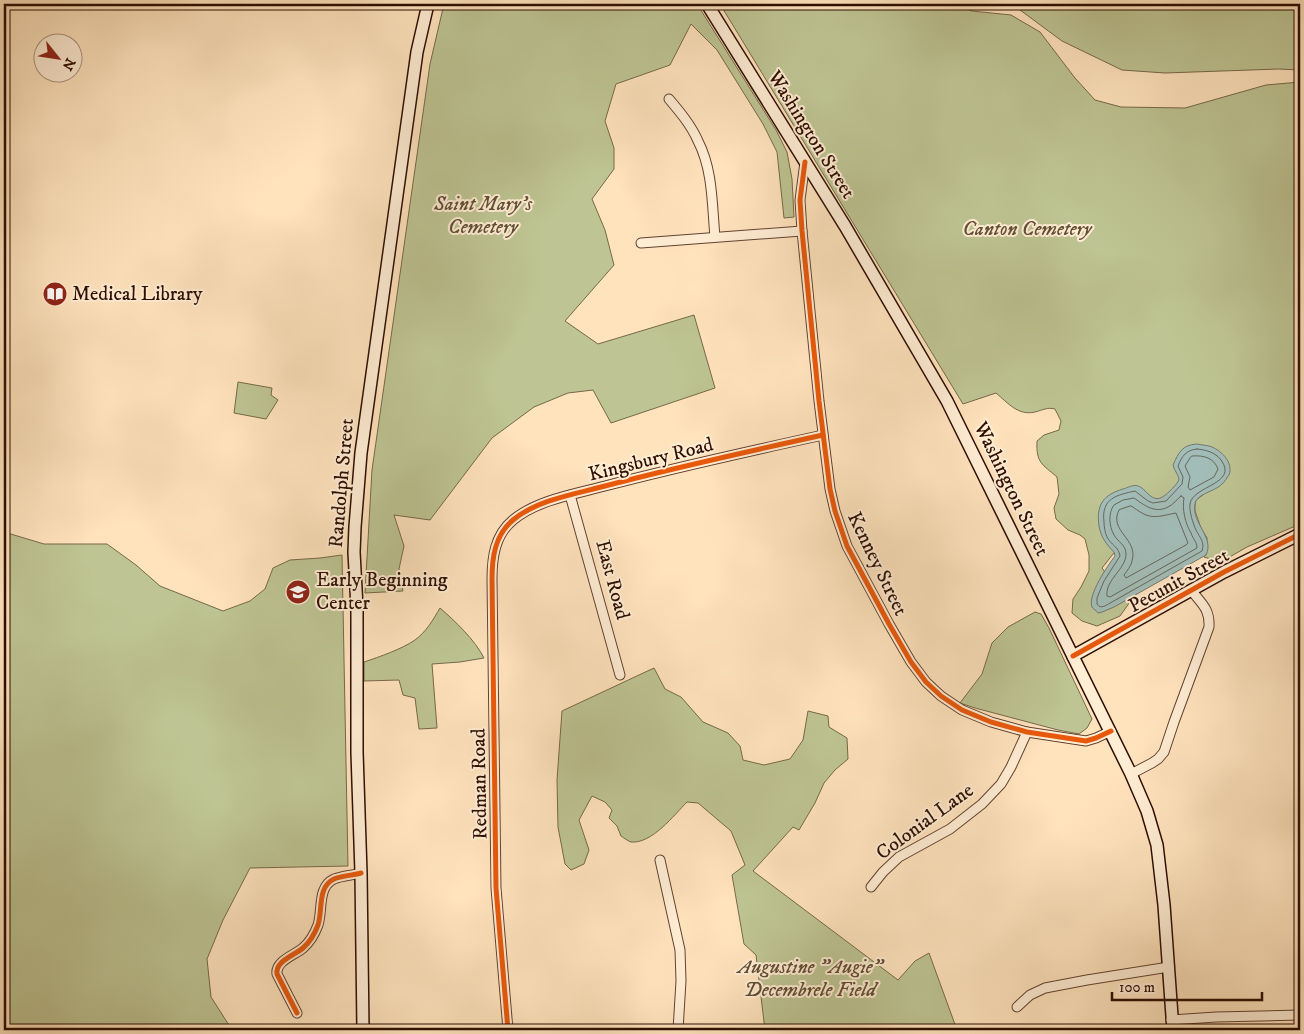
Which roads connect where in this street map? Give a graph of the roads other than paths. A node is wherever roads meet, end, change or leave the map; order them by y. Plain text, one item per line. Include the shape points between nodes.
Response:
1 (428, 4) edge
2 (707, 4) edge
3 (669, 99) dead end
4 (805, 162) junction
5 (802, 231) junction
6 (715, 237) junction
7 (641, 243) dead end
8 (823, 434) junction
9 (570, 495) junction
10 (1300, 534) edge
11 (499, 538) joint
12 (1191, 590) junction
13 (1073, 656) junction
14 (620, 675) dead end
15 (1110, 731) junction
16 (1027, 732) junction
17 (1131, 774) junction
18 (660, 860) dead end
19 (362, 873) junction
20 (871, 887) dead end
21 (1169, 967) junction
22 (1017, 1007) dead end
23 (298, 1013) dead end
24 (1300, 1015) edge
25 (1172, 1025) edge
26 (362, 1030) edge
27 (508, 1030) edge
28 (678, 1030) edge

1 - 19 main road, Randolph Street via 416,62 358,481 354,552
2 - 4 main road, Washington Street
3 - 6 street via 685,118 707,163
4 - 5 street, Kenney Street via 800,200
4 - 13 main road, Washington Street via 947,401
5 - 6 street
5 - 8 street, Kenney Street
6 - 7 street
8 - 9 street, Kingsbury Road
8 - 16 street, Kenney Street via 835,511 848,546 911,662 926,682 962,710
9 - 11 street, Kingsbury Road via 528,509 511,521
9 - 14 street, East Road
10 - 12 main road, Pecunit Street
11 - 27 street, Redman Road via 494,551 492,579 496,888
12 - 13 main road, Pecunit Street
12 - 17 street, Pecunit Street via 1207,610 1209,627 1164,752
13 - 15 main road, Washington Street
15 - 16 street, Kenney Street via 1086,741
15 - 17 main road, Washington Street
16 - 20 street, Colonial Lane via 1001,784 982,804 950,829 899,857
17 - 21 main road, Washington Street via 1157,845
18 - 28 street via 680,950
19 - 23 street via 334,879 327,885 312,938 276,970
19 - 26 main road, Randolph Street
21 - 22 street via 1045,988 1030,995
21 - 25 main road, Washington Street
24 - 25 street via 1216,1017

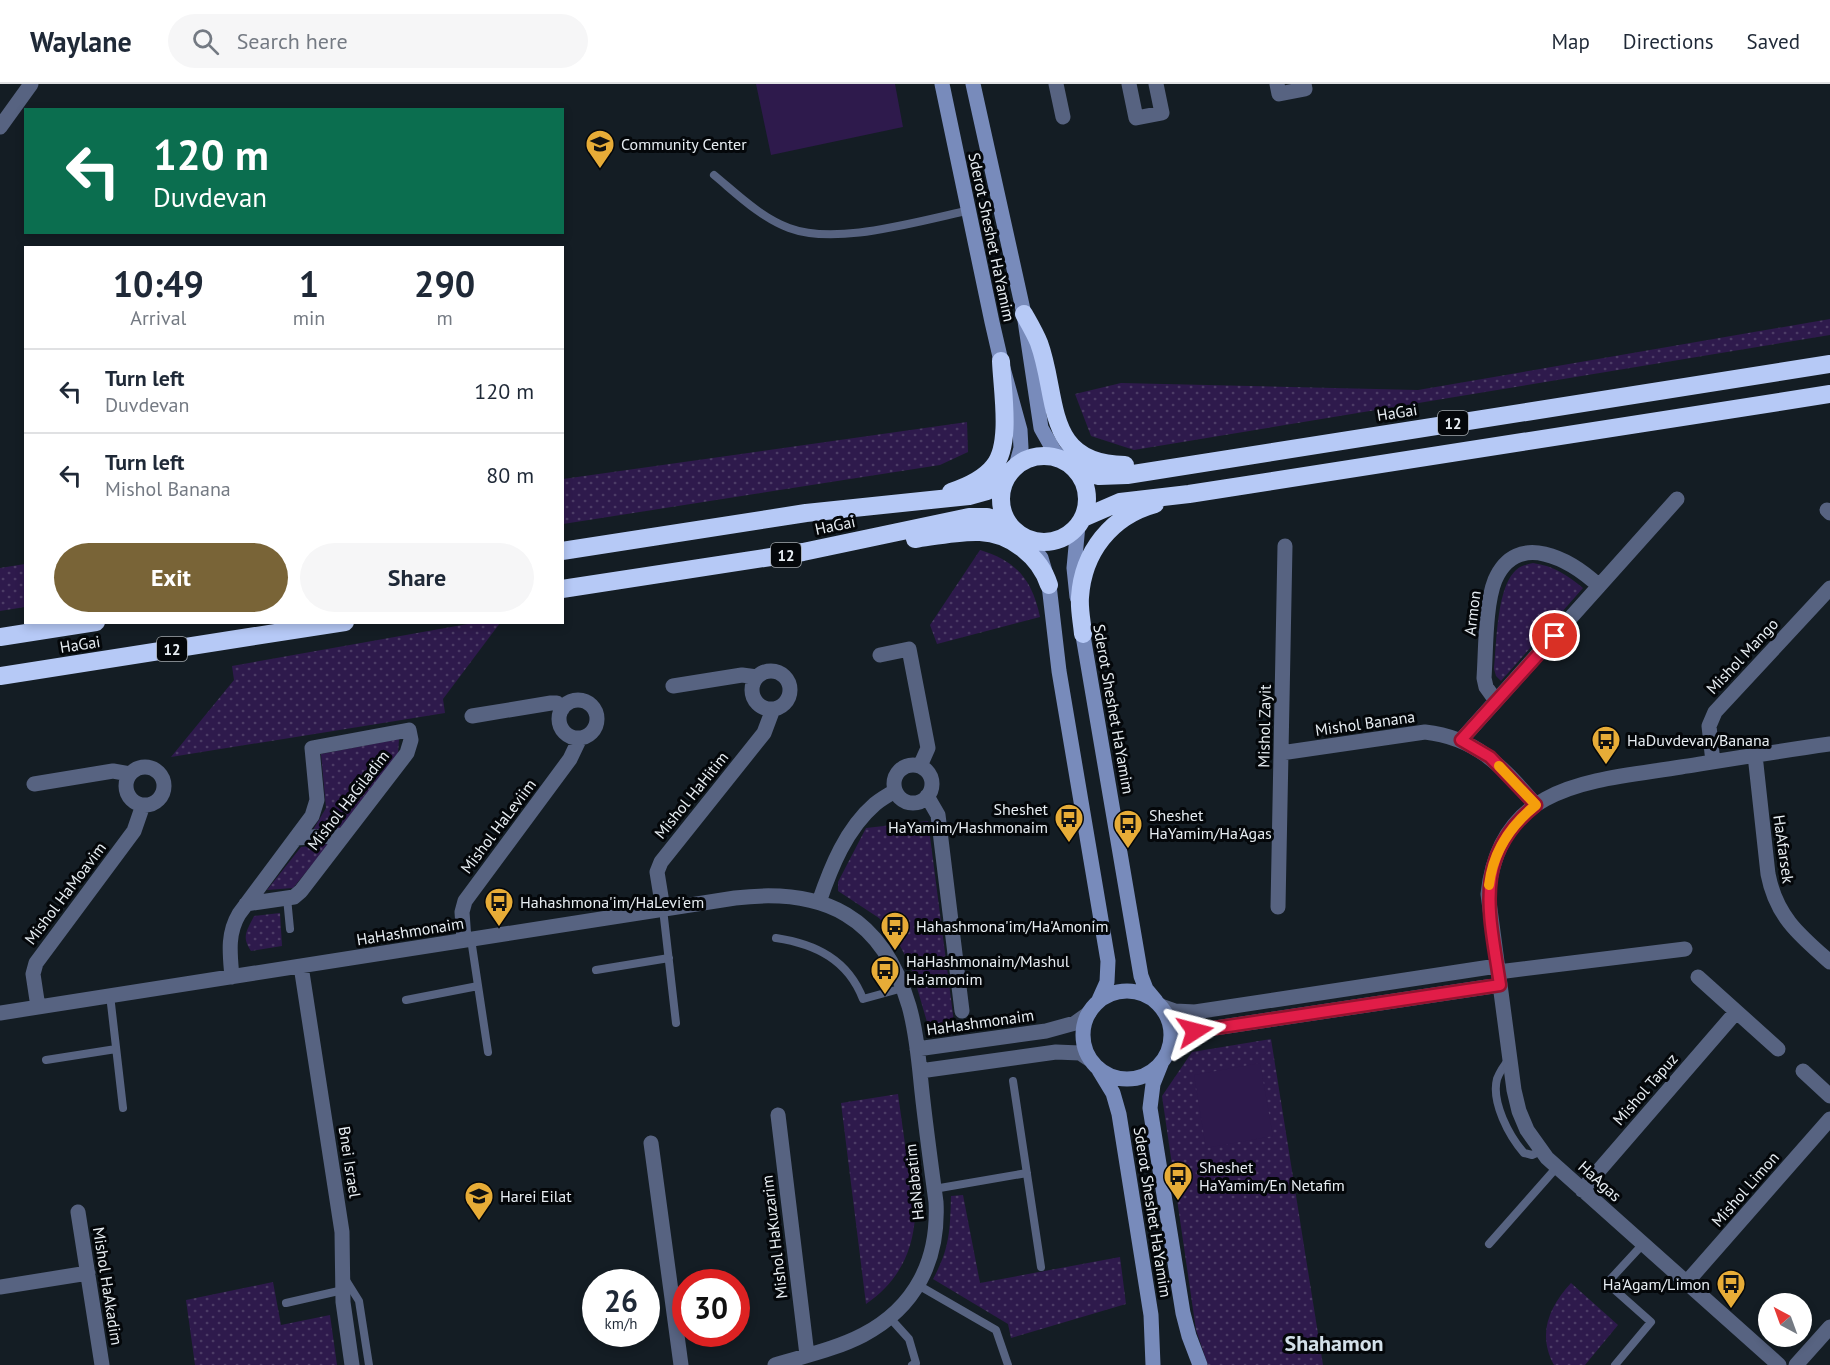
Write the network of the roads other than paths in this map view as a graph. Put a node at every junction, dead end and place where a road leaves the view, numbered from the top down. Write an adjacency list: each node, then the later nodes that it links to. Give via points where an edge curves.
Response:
1 (942, 84): 12 (street, Sderot Sheshet HaYamim)
2 (974, 84): 13 (street, Sderot Sheshet HaYamim)
3 (1056, 84): 9 (street)
4 (1129, 84): 5 (street, via 1136,118 1162,113)
5 (1156, 84)
6 (1277, 84): 7 (street, via 1279,94 1305,88)
7 (1304, 84)
8 (30, 86): 10 (street)
9 (1063, 117)
10 (0, 127)
11 (714, 175): 12 (lane, via 766,217 815,234 842,235)
12 (967, 211): 14 (street, Sderot Sheshet HaYamim)
13 (1024, 314): 17 (highway, via 1039,343)
14 (1000, 362): 18 (highway)
15 (1830, 364): 19 (highway, HaGai / 12)
16 (1830, 394): 22 (highway, 12)
17 (1046, 408): 19 (highway, via 1063,435 1090,461 1112,465); 20 (street, via 1045,435 1054,451)
18 (1010, 416): 21 (street, via 1022,438); 24 (highway, via 1000,456 985,475 935,498)
19 (1186, 464): 20 (highway, HaGai / 12, via 1108,476 1091,475)
20 (1070, 465): 21 (highway, 12, via 1055,457 1030,457); 25 (highway, via 1087,493)
21 (1010, 473): 24 (highway, HaGai / 12, via 987,490 969,496); 26 (highway, via 1000,496)
22 (1189, 494): 25 (highway, 12, via 1120,502); 37 (highway, via 1130,514 1099,540 1082,580)
23 (1677, 499): 32 (street)
24 (873, 507): 29 (highway, HaGai / 12, via 806,513)
25 (1081, 521): 27 (highway, 12, via 1057,540); 37 (street, Sderot Sheshet HaYamim, via 1074,574)
26 (1008, 523): 27 (highway, 12); 30 (highway, HaGai / 12, via 969,517)
27 (1025, 538): 31 (street, via 1041,558)
28 (1286, 546): 50 (street, Mishol Zayit)
29 (564, 550)
30 (803, 552): 31 (highway, via 981,532 1024,549 1046,574); 34 (highway, HaGai / 12)
31 (1049, 585): 84 (street, via 1059,671 1108,961 1107,982)
32 (1599, 586): 43 (street); 43 (street, Armon, via 1574,566 1548,554 1522,554 1501,568 1490,600 1484,678)
33 (1830, 588): 52 (street, Mishol Mango, via 1715,711 1709,726)
34 (564, 589)
35 (83, 624): 38 (highway, HaGai)
36 (332, 624): 40 (highway, HaGai / 12)
37 (1083, 634): 82 (street, Sderot Sheshet HaYamim, via 1141,976)
38 (0, 637)
39 (880, 655): 53 (street, via 909,649 928,748)
40 (0, 676)
41 (757, 677): 42 (street, via 742,675); 45 (street, via 752,688 754,697 762,706); 45 (street, via 773,670 788,680 788,699)
42 (674, 686)
43 (1496, 701): 48 (street)
44 (562, 709): 46 (street, via 551,703); 47 (street, via 562,729 571,737); 47 (street, via 571,701 580,700 595,709 595,728)
45 (773, 709): 66 (street, Mishol HaHitim, via 764,733 661,862 657,872)
46 (472, 716)
47 (580, 738): 69 (street, Mishol HaLeviim, via 570,759 465,901 462,912)
48 (1461, 740): 50 (street, Mishol Banana, via 1425,732); 59 (street, Mishol Banana, via 1490,757)
49 (1830, 744): 51 (street, HaAgas)
50 (1281, 753): 65 (street, Mishol Zayit)
51 (1755, 755): 52 (street, HaAgas); 72 (street, HaAfarsek, via 1772,893 1790,924)
52 (1713, 762): 59 (street, HaAgas, via 1579,784)
53 (920, 766): 56 (street, via 908,766 898,772); 57 (street, via 931,780)
54 (130, 774): 55 (street, via 113,771); 58 (street, via 127,794); 58 (street, via 146,767 157,771 162,779 161,796 152,804)
55 (34, 784)
56 (895, 791): 57 (street, via 903,801 911,803); 63 (street, via 875,803 859,822 836,856)
57 (927, 796): 85 (street, via 938,815)
58 (143, 805): 83 (street, Mishol HaMoavim, via 134,831 36,963 33,974)
59 (1536, 805): 75 (street, HaAgas, via 1504,840 1490,875 1488,894)
60 (344, 835): 61 (street); 61 (street, Mishol HaGiladim, via 407,753 409,730 312,748 317,800 312,816); 62 (street, Mishol HaGiladim, via 300,891)
61 (296, 838): 64 (street, Mishol HaGiladim)
62 (287, 898): 64 (street); 67 (lane)
63 (819, 902): 66 (street, HaHashmonaim, via 758,895); 79 (street, HaHashmonaim, via 848,914 867,929 885,950)
64 (246, 904): 76 (street, Mishol HaGiladim, via 232,925)
65 (1278, 906)
66 (663, 909): 69 (street, HaHashmonaim); 71 (lane)
67 (291, 929)
68 (776, 938): 79 (lane, via 805,944 836,960 852,977 863,999)
69 (467, 940): 73 (street, HaHashmonaim); 78 (lane)
70 (1685, 949): 75 (street)
71 (669, 958): 74 (lane); 88 (lane)
72 (1830, 962)
73 (301, 966): 76 (street, HaHashmonaim); 113 (street, Bnei Israel, via 341,1218)
74 (596, 970)
75 (1498, 974): 82 (street, via 1195,1012 1175,1011); 93 (street, via 1195,1031 1183,1037); 104 (street, HaAgas, via 1519,1111 1541,1151)
76 (231, 977): 80 (street, HaHashmonaim)
77 (1698, 977): 86 (street)
78 (478, 986): 81 (lane); 92 (lane)
79 (903, 988): 90 (street, HaHashmonaim)
80 (110, 996): 83 (street, HaHashmonaim); 89 (lane)
81 (406, 1000)
82 (1158, 1004): 84 (street, via 1144,994 1130,991 1110,994); 93 (street, via 1171,1025 1172,1038)
83 (38, 1007): 87 (street, HaHashmonaim)
84 (1093, 1007): 90 (street, HaHashmonaim, via 1075,1023 1046,1031); 95 (street, via 1083,1032 1084,1046)
85 (962, 1011)
86 (1736, 1012): 91 (street); 107 (street, Mishol Tapuz)
87 (0, 1013)
88 (676, 1023)
89 (116, 1049): 94 (lane); 100 (lane)
90 (917, 1049): 96 (street, HaNabatim)
91 (1778, 1050)
92 (488, 1052)
93 (1165, 1058): 95 (street, via 1144,1077 1131,1080 1111,1077); 130 (street, Sderot Sheshet HaYamim, via 1153,1084 1150,1108 1183,1313)
94 (46, 1060)
95 (1094, 1064): 96 (street, via 1080,1053 1056,1052); 129 (street, Sderot Sheshet HaYamim, via 1111,1089 1119,1114 1151,1315)
96 (920, 1071): 106 (street, HaNabatim)
97 (1803, 1071): 99 (street)
98 (1013, 1081): 105 (lane)
99 (1830, 1095)
100 (123, 1108)
101 (778, 1115): 121 (street, Mishol HaKuzarim)
102 (1830, 1119): 114 (street, Mishol Limon)
103 (651, 1143): 126 (street)
104 (1557, 1167): 107 (street, HaAgas); 109 (lane)
105 (1027, 1173): 106 (lane); 111 (lane)
106 (934, 1189): 115 (street, HaNabatim, via 935,1242)
107 (1582, 1190): 110 (street, HaAgas)
108 (78, 1212): 112 (street, Mishol HaAkadim)
109 (1489, 1244)
110 (1643, 1244): 114 (street, HaAgas); 131 (lane, via 1607,1283 1651,1322)
111 (1041, 1267)
112 (88, 1273): 116 (street); 123 (street, Mishol HaAkadim)
113 (342, 1274): 117 (street, Bnei Israel); 125 (lane, via 359,1301)
114 (1686, 1283): 132 (street, HaAgas)
115 (918, 1285): 119 (street, HaNabatim); 128 (lane, via 996,1330)
116 (0, 1287)
117 (342, 1290): 118 (lane); 124 (street, Bnei Israel)
118 (286, 1303)
119 (890, 1318): 121 (street, HaNabatim, via 861,1336); 127 (lane, via 909,1340 916,1363)
120 (1830, 1327): 133 (street)
121 (807, 1355): 122 (street, HaNabatim)
122 (783, 1364)
123 (102, 1365)
124 (352, 1365)
125 (369, 1365)
126 (681, 1365)
127 (912, 1365)
128 (1008, 1365)
129 (1153, 1365)
130 (1200, 1365)
131 (1615, 1365)
132 (1779, 1365)
133 (1796, 1365)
- - -
### [What to work on]
Show each line of the material where the word "Israel" occurs.

### [Written answer]
73 (301, 966): 76 (street, HaHashmonaim); 113 (street, Bnei Israel, via 341,1218)
113 (342, 1274): 117 (street, Bnei Israel); 125 (lane, via 359,1301)
117 (342, 1290): 118 (lane); 124 (street, Bnei Israel)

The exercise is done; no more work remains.